Before you move forward, consider:

  1. Time: Do you have the time it takes to socialize kittens? You will have to commit to caring for them one-on-one for at least a couple of hours each day, for a period of a few weeks to a month or longer. If the kittens are neonatal, they will require even more specialized care, including round-the clock bottle-feeding. Make sure you know ahead of time what this entails. Sadly, people often bring feral kittens into their home and then do not take the time to work with them. Weeks, or months, later, they realize that they cannot touch the cat—they have feral cats in their home that cannot be adopted.

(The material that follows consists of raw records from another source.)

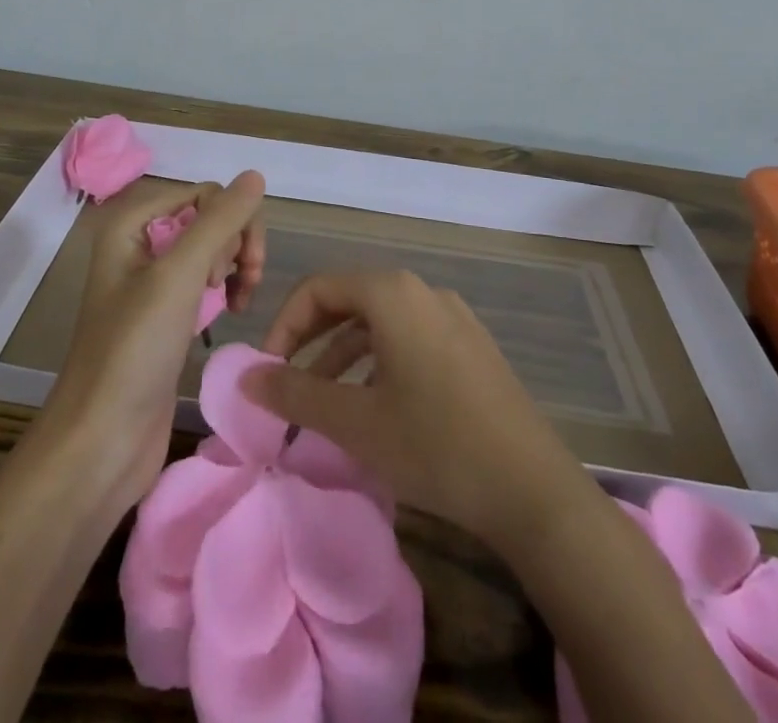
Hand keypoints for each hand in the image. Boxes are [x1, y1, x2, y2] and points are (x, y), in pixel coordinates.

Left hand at [38, 172, 267, 513]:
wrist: (101, 443)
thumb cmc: (134, 351)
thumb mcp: (179, 276)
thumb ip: (220, 221)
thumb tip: (255, 174)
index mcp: (131, 222)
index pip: (204, 193)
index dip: (230, 223)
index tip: (231, 269)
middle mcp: (139, 243)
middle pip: (209, 218)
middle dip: (234, 246)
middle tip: (239, 286)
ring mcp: (151, 281)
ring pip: (211, 250)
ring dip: (233, 268)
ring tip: (238, 303)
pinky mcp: (164, 315)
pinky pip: (204, 281)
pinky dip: (223, 291)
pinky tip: (230, 313)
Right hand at [242, 269, 597, 550]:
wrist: (532, 488)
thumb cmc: (435, 444)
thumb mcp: (355, 422)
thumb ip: (295, 392)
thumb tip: (245, 376)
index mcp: (392, 294)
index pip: (319, 288)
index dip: (284, 324)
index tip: (268, 370)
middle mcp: (423, 292)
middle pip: (350, 299)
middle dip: (312, 338)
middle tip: (287, 380)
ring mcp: (453, 316)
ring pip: (381, 322)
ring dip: (344, 354)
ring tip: (325, 401)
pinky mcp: (471, 346)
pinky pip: (410, 338)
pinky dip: (379, 361)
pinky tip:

  2. Adoption Expertise and Connections: After socializing the kittens, they will need adoptive homes. Do you have the network—friends, acquaintances, organizations—to help you find those homes? Finding and screening homes for kittens takes work. Consider the paperwork required—adoption fees, forms, and contracts—as well as your ability to get the kittens neutered before adoption when deciding whether to socialize them or not.
    *Note: Alley Cat Allies recommends early-age spay/neuter. A kitten can be neutered as long as it weighs two pounds. Learn more.
  3. Kitten Age: Healthy kittens four months of age or older can stay in their colony, and Alley Cat Allies does not recommend attempting to socialize kittens older than this. These kittens should be neutered, vaccinated, and returned to their outdoor home. 
    • How to Determine Kitten Age 
      See photos of kitten progression week-by-week »
      See photos of kitten progression at-a-glance »
      Under one week: (3-8 oz) Eyes are shut, ears are folded down, and kittens are unable to walk. They can purr and make tiny noises. The umbilical cord may still be visible. 
      One-two weeks: (8-11 oz) Eyes start to open (they are blue) and focus. Ears begin to open and movement is improved to crawling, snuggling, and kneading. 
      Three weeks: (7.5-14.5 oz) Eyes fully open and ears are open and standing up. The kitten will start to respond to noises and movement. The first wobbly steps are taken and baby teeth start to come in. 
      Four-five weeks: (8-16.75 oz) Running, playing, digging, and pouncing occur often. Kittens will start to wean and will be able to lap up formula, eat soft food, and use the litter box by themselves. Eyes have fully changed from blue to their adult color. 
      Eight weeks: (2 lbs) Kittens look like little versions of full grown cats.